How to Integrate e^x / (1+x^2) with Complex Contour Integration?

In summary, the integral of e^x / (1+x^2) is a complex integral that cannot be expressed in terms of elementary functions and requires advanced techniques to solve. It can be solved using numerical methods on a computer or calculator, but the exact solution cannot be obtained. This integral is significant in mathematics as it is used in various applications and is also a fundamental integral in the study of complex analysis.

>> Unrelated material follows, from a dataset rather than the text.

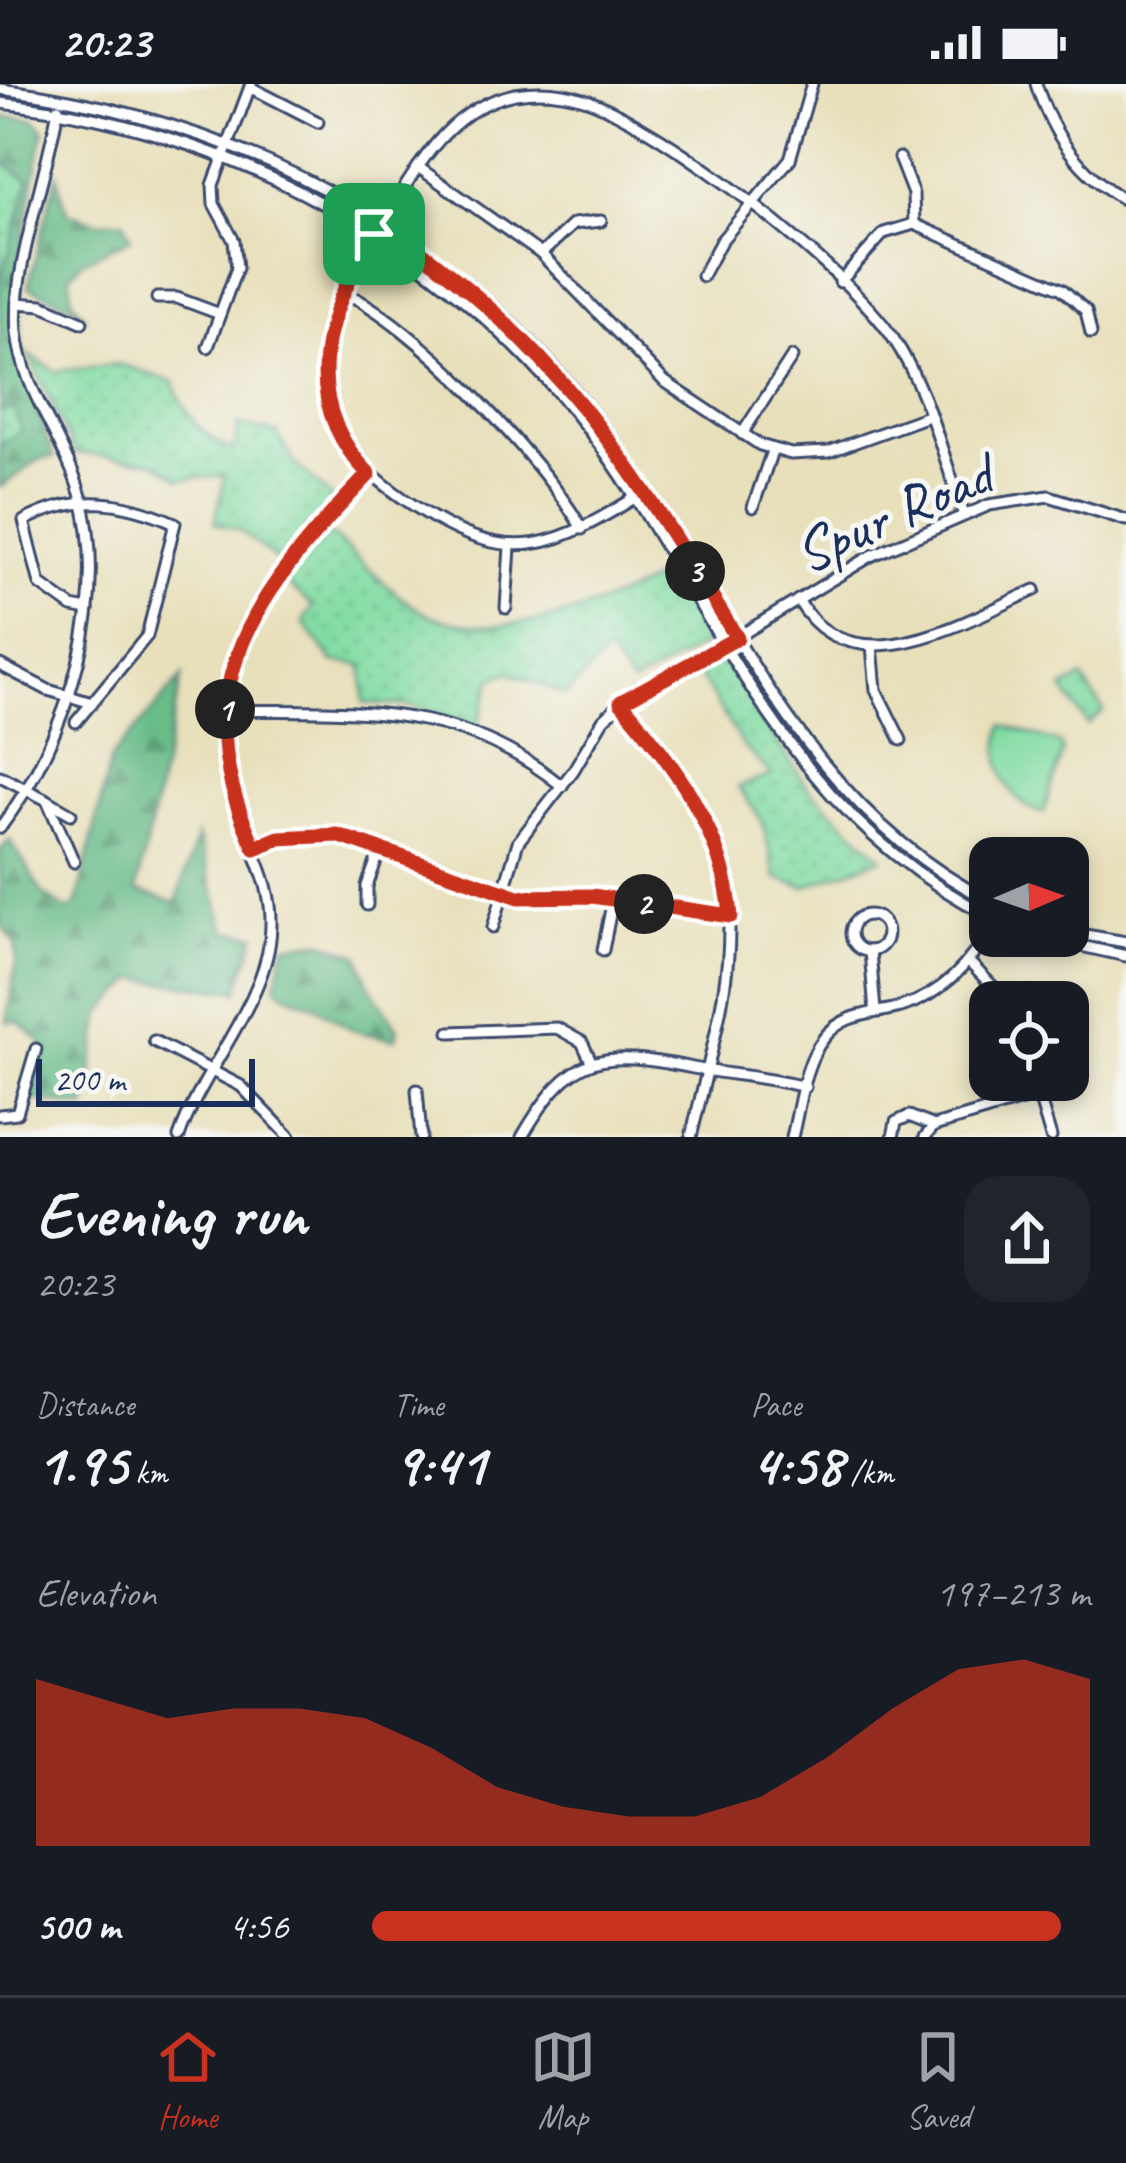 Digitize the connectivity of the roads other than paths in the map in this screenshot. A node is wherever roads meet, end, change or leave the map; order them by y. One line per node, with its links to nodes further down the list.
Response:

It has real-world applications in calculating areas under curves, studying damping in oscillatory systems, and calculating electric fields in physics.
  • #1
Einsling
2
0
Hi
Could you please tell me how to integrate it? Thanks ~~

[tex]\int_{-\infty}^{\infty} \frac {e^{i\omega t}} {1+\frac{t^2}{\tau^2}} dt[/tex]

where i is imaginary unit, [tex]\omega, \tau[/tex] are positive real,
 
Last edited:
Physics news on Phys.org
  • #2
Complex contour integration should be good. Are you familiar with the residue theorem from complex variables?
 

1. What is the integral of e^x / (1+x^2)?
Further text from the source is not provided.